This year’s Mighty Mainframe Conference is shaped around two strong themes that keep appearing across the program: Modernization and zSkills. Together, they reflect the conversations that matter most in today’s mainframe world, from transformation and user experience to talent, AI, and long-term strategy.
Modernization
Modernization is one of the clearest threads running through this year’s conference, but it is not presented as a single formula for technical modernization journey. Instead, it appears as a broad and evolving conversation about how to rethink the platform while keeping its core strengths intact.
That idea is captured especially well in this year’s main conference theme, “15 (+1) Ways to Reinvent Mainframe Modernization,” led by Armin Kramer, Head of Mainframe at CROZ. Rather than treating modernization as a buzzword, this theme opens up space for many different interpretations of what meaningful change can actually look like.
Other sessions bring that conversation into very concrete territory. “Mainframe Masonry: Chipping Away At the Monolith” points toward steady, practical progress and the reality that transformation often happens piece by piece led by Joseph Westman. “Road to Success: Handelsbanken zDevOps Modernization,” presented by the power duo Amra Mulisic and Louise Wahlberg from Handelsbanken, adds the perspective of real DevOps transformation and what successful modernization looks like in practice.
The theme also stretches into user experience and security. In “Project Polaris: The Next Generation z/OS User Experience,” Fiona King from IBM brings focus to how the platform can evolve for the next generation of users.

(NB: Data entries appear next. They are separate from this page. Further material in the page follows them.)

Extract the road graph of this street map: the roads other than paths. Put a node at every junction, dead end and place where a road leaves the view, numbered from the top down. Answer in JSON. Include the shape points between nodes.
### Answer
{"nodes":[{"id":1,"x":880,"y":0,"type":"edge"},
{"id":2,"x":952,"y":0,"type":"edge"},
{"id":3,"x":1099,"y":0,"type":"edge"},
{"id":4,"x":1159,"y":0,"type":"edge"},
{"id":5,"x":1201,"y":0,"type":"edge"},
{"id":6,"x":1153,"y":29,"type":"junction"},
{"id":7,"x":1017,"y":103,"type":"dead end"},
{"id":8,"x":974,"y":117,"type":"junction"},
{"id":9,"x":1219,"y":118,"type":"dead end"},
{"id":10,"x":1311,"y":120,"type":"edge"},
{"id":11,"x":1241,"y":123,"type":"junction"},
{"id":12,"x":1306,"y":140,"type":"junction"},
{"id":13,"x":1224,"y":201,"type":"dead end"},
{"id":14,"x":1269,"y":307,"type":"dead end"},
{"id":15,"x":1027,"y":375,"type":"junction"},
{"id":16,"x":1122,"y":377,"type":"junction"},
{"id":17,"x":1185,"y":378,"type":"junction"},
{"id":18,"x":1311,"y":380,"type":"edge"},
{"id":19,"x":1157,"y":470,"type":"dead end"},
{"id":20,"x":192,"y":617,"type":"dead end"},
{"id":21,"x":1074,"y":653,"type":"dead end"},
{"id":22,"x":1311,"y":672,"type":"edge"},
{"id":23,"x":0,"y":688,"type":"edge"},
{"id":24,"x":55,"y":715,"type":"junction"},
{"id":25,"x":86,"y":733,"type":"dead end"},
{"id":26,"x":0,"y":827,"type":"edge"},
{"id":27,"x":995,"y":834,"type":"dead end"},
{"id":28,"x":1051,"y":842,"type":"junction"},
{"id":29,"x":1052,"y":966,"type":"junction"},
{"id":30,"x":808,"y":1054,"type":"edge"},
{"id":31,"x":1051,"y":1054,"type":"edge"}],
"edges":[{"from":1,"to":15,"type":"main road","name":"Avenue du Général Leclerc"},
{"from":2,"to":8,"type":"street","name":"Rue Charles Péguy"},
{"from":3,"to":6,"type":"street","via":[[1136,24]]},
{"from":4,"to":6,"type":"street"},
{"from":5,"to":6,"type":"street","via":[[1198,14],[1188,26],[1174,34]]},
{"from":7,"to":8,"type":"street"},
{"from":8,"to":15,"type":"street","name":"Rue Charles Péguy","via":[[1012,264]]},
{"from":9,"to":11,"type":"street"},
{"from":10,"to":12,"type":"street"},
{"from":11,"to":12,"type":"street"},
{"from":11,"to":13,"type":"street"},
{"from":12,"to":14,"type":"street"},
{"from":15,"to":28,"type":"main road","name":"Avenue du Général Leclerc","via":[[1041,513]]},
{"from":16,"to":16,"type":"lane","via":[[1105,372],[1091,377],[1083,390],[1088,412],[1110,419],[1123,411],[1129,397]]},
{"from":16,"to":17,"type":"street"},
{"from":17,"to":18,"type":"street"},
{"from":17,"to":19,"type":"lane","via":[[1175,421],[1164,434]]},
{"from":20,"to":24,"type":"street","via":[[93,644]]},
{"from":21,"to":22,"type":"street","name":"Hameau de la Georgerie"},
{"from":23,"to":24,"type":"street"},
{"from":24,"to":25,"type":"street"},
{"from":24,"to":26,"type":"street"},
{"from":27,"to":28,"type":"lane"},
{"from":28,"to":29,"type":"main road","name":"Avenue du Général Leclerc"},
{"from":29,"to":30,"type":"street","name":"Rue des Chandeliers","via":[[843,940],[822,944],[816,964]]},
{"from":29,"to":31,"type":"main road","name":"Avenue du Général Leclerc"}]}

At the same time, Mark Wilson’s “Modernise… But Secure First: The Reality of Mainframe Transformation” grounds the entire discussion in a reality that cannot be ignored: progress only matters if it is secure.
And then there is “Hmmmm (How Much Mainframe Modernisation Matters)” by Henri Kuiper, which adds a more reflective note and reminds us that modernization is also something worth questioning, examining, and defining carefully.
zSkills
If modernization is about systems and transformation, zSkills is about the people who make that transformation possible.
This part of the program focuses on how knowledge is built, shared, and carried forward. It asks an important question that many in the industry are already thinking about: are we really preparing the next generation in the right way?
That question sits at the center of “Future of zSkills – Are We On the Same Page?” by Leendert Blondeel and Andrey V. Mitrev. It is a theme that feels especially relevant right now, as companies, communities, and educators all try to align around what future mainframe talent should look like.
There is also a fresh and very current angle in “COBOL, Coast and Copilots – An AI on Z Chat” by Tim McKeoun, Max Rautland, and Philipp Kremling. This session brings together traditional mainframe knowledge and the growing role of AI, showing that the future of zSkills is not about replacing experience, but about expanding what people can do with the right tools.
The community side is just as important. “Are We in Tune? – New 2 Z gathering powered by IBM zSkills team” points toward a more open and welcoming future, one where new talent is supported not only through formal learning, but through connection, collaboration, and a sense of belonging.
Strategy
We’re not big fans of strategy presentations you can take home and plug in as-is. Instead, we believe conference sessions should offer experience, perspective, and guidance from other experts—while you build your own strategy.
These sessions are less about specific tools and more about mindset, positioning, and long-term decisions. They explore how organizations can move beyond outdated narratives and think more clearly about what the platform represents today: not a legacy burden, but a serious strategic asset.
That conversation starts strongly with “The Mainframe Is Dead. Long Live the Mainframe.” by Martin Pluschke, a title that immediately challenges old assumptions and opens the door to a more thoughtful discussion about value, resilience, and the future of enterprise architecture.
It continues in the panel discussion “Defining Tomorrow’s Strategy, Today!” with Mirko Minnich, Rosalind Radcliffe, and Armin Kramer. Bringing together different strategic perspectives, this session speaks directly to one of the biggest questions in the industry right now: how do we define the place of the mainframe in a modern enterprise landscape without falling back on tired clichés?
Taken together, these two themes show a conference that is not only looking at technology, but at the bigger picture around it. Mighty Mainframe 2026 is exploring how the platform evolves, how people grow with it, and how strategy can give that evolution real direction.
That is what makes this year’s program particularly relevant. It is not simply about technical modernization while preserving existing applications and data. Mainframe modernization is no longer just exposing legacy 3270 screens to the web. Instead, it is about understanding the future shape of enterprise systems. We are currently witnessing dramatic changes driven by AI-powered tools, which are already redefining the software development lifecycle. In this context, the mainframe must not remain an island, but an integrated and evolving part of the modern enterprise architecture.